Period Four: 1800 thru 1848

The following multiple-choice questions are academically synonymous to those which appeared on the College Board Advanced Placement National Examination in United States History prior to 2015. They have been adapted from past National Exams, various College Board matter offering sample questions, and assorted APUSH review manuals widely available through common retail outlets. No item is an exact copy of any material previously published. The questions address political, social, economic, intellectual, and diplomatic history. While the multiple-choice format currently used by the College Board deviates from the conventional style, the items included here can nevertheless serve as effective learning support. This review set is intended for private use and educational purpose only and may not be sold or marketed in any manner.

DIRECTIONS: Using knowledge obtained through class lecture and assigned reading, coupled with the ability to reason logically, select the best response from among the four suggested completions for each statement.

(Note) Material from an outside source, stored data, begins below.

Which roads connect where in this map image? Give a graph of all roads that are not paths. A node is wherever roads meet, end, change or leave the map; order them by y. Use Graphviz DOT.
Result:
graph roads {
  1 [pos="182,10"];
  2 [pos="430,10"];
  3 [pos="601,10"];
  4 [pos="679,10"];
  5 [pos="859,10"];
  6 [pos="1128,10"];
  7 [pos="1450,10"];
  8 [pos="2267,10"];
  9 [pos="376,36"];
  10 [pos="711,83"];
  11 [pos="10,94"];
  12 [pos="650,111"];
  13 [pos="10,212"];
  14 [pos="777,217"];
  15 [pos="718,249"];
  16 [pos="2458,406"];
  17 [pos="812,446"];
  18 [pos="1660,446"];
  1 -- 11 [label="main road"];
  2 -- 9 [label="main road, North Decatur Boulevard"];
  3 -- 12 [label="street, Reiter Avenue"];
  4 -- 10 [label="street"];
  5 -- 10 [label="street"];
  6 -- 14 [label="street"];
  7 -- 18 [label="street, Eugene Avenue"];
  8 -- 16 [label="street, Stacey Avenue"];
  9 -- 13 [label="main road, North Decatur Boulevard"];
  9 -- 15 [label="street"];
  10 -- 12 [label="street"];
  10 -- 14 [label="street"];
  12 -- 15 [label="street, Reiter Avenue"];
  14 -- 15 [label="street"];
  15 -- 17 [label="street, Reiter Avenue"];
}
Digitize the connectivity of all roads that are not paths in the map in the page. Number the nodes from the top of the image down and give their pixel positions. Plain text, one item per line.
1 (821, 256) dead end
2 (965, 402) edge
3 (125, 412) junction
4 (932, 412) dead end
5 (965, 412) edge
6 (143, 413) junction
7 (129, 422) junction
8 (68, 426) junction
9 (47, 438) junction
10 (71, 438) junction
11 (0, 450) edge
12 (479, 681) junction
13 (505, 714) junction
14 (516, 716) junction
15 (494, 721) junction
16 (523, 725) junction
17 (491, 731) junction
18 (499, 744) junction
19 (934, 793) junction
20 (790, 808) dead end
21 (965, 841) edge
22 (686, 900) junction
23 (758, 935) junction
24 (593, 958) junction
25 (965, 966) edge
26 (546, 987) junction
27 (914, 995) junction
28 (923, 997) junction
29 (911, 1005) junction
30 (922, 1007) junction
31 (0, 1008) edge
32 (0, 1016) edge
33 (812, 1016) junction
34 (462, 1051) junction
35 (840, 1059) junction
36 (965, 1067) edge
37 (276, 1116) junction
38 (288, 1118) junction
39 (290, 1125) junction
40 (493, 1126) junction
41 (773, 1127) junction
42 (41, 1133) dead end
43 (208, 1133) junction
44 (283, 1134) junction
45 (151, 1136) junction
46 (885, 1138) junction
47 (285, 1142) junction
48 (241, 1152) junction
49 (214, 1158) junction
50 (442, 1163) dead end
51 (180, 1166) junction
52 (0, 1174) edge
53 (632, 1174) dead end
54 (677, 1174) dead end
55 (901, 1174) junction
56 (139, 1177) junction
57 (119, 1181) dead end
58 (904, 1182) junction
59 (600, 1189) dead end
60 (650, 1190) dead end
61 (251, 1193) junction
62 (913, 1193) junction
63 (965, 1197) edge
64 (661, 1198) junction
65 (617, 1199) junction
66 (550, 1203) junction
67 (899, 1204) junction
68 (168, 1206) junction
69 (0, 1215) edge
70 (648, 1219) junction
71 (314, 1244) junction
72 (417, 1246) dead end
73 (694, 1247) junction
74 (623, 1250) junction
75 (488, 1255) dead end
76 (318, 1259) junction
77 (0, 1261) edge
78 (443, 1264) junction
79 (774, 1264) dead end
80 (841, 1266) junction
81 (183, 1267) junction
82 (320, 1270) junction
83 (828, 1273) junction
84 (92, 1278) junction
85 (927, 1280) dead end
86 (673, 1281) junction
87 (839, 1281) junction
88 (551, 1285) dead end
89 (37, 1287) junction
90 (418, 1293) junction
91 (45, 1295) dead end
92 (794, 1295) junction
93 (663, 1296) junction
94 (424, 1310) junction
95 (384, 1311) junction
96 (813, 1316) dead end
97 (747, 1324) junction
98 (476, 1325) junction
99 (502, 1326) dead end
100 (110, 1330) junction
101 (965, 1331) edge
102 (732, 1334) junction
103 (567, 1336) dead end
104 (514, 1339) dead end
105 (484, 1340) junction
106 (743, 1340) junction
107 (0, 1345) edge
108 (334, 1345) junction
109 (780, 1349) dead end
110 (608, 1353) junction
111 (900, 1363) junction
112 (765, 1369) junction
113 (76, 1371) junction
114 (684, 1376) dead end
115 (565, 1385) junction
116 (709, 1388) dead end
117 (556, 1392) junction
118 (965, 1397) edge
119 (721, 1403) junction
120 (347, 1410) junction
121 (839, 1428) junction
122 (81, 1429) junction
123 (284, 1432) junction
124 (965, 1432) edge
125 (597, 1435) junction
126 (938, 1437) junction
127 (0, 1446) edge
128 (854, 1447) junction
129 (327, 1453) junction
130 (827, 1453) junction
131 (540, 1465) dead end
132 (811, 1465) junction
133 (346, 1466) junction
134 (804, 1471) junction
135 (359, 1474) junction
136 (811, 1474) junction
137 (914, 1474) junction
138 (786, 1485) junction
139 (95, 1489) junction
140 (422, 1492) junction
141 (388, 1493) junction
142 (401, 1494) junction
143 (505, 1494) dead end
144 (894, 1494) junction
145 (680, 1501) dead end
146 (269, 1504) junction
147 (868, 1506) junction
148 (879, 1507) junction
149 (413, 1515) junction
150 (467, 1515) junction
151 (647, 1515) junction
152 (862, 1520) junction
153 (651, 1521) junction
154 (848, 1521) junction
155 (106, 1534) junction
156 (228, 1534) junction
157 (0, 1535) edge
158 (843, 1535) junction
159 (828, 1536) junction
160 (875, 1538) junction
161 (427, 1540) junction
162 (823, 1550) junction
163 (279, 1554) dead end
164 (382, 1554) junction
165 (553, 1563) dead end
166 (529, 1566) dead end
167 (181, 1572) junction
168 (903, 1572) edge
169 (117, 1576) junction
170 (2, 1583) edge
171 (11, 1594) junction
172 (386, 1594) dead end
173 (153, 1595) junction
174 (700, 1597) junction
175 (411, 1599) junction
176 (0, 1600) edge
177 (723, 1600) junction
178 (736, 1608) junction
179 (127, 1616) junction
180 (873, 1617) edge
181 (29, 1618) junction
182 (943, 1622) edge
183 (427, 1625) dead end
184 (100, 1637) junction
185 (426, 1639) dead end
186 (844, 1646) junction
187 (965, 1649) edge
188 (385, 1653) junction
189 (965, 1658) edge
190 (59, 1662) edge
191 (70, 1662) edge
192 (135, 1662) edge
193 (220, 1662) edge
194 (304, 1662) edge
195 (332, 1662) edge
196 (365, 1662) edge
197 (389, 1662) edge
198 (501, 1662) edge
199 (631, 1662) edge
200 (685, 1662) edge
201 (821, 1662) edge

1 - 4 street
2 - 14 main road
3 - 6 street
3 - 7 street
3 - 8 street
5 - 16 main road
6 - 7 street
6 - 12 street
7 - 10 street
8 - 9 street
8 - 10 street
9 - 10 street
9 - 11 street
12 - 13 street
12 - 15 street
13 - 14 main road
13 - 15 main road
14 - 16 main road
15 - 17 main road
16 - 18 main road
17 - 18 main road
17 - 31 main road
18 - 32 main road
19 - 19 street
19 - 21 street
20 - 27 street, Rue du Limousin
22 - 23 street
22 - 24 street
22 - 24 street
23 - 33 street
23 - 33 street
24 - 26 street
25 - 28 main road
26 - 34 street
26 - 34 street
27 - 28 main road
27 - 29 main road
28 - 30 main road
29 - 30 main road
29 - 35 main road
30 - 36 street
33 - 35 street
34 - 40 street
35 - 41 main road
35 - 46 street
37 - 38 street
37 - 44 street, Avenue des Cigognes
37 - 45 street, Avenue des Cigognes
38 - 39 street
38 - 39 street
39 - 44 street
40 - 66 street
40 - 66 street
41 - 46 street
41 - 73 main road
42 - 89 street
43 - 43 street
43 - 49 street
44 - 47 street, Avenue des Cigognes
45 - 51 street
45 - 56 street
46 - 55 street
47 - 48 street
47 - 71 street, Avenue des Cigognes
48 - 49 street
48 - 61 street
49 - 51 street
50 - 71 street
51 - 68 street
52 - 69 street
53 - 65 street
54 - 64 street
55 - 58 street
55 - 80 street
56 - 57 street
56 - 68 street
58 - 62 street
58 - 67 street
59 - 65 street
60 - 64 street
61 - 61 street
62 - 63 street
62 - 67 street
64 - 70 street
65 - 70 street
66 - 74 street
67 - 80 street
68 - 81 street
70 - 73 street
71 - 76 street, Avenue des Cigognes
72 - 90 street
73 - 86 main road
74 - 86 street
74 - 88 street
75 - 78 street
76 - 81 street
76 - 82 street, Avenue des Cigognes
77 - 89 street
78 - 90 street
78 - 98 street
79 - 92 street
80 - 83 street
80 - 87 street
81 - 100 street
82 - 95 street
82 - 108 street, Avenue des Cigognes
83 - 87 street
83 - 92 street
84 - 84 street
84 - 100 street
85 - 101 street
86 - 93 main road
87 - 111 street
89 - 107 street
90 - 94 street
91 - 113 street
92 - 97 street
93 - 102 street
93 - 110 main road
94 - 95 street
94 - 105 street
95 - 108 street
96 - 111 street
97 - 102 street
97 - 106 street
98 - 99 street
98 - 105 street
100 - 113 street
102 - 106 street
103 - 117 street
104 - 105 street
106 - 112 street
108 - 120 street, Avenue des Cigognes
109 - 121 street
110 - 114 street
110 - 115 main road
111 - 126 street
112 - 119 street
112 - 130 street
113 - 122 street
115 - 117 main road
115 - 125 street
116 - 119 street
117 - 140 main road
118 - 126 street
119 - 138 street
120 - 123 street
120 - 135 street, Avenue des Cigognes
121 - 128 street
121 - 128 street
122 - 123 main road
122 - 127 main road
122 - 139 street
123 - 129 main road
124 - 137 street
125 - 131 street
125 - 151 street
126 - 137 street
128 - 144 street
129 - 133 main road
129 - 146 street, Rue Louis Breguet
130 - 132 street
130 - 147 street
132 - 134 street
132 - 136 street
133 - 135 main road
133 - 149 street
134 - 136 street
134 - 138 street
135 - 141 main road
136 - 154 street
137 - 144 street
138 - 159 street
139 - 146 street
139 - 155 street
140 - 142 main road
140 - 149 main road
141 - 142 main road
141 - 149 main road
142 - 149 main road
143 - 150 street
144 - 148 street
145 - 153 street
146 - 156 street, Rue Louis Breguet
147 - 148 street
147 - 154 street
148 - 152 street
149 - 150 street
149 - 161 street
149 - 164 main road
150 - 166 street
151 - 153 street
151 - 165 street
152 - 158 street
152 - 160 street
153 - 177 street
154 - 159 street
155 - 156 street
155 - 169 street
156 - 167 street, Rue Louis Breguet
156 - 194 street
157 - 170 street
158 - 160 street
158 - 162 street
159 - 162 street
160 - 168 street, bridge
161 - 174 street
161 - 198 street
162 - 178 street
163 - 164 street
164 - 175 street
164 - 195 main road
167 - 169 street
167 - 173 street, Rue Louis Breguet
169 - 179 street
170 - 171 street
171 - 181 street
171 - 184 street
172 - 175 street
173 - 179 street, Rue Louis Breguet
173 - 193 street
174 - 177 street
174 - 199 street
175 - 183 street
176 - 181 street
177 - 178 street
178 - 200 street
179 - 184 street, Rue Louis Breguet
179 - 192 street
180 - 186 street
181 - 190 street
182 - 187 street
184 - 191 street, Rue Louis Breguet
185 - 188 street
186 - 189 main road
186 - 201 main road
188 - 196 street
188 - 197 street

  1. The presidential election of 1800 has been referred to as constituting "another revolution" because:

    1. the House of Representatives decided the election
    2. voter turnout increased dramatically
    3. the once dominant party was replaced by a newly formed opposition party
    4. Supreme Court action was required to dislodge the Federalists

  2. Henry Clay, John C. Calhoun, and Daniel Webster more most alike in that they:

    1. opposed the War of 1812
    2. favored gradual emancipation of slaves with financial compensation to southern slaveowners
    3. were anti-Jackson
    4. advocated strong government support of manufacturing and industrial interests

  3. The 1848 women's rights convention in Seneca Falls, New York, was a protest against:

    1. using female workers in textile factories
    2. abuses of slave women on southern plantations
    3. failure of the Whig Party to endorse national suffrage for women
    4. customs and laws that gave women status inferior to that of men

  4. The Louisiana Purchase was significant because it:

    1. virtually eliminated Spain from the North American continent
    2. gave the United States control of the Mississippi River
    3. forced the British to evacuate their posts in the Northwest
    4. eased tensions between western settlers and Indians

  5. The principal issue on which the United States sought settlement with Great Britain at the outset of the War of 1812 was:

    1. guarantee of New England fishing rights off Newfoundland
    2. unrestricted navigation of the Mississippi River
    3. end to impressment
    4. cancellation of pre-Revolutionary War debts

  6. When President Thomas Jefferson stated in 1801, "We are all republicans; we are all democrats," he was referring to the:

    1. hope that principles of good government would transcend party politics
    2. exaggerated differences between his political theory and that of Alexander Hamilton
    3. array of political and social backgrounds present among his Cabinet appointees
    4. existing similarities between platforms of the Federalists and Democratic-Republicans

  7. All of the following statements are consistent with the beliefs of Thomas Jefferson except:

    1. "the farmer is the backbone of American society"
    2. "freedom of speech is crucial in a republic"
    3. "the government is best that governs least"
    4. "an essential element to maintain orderly society is a strong national army"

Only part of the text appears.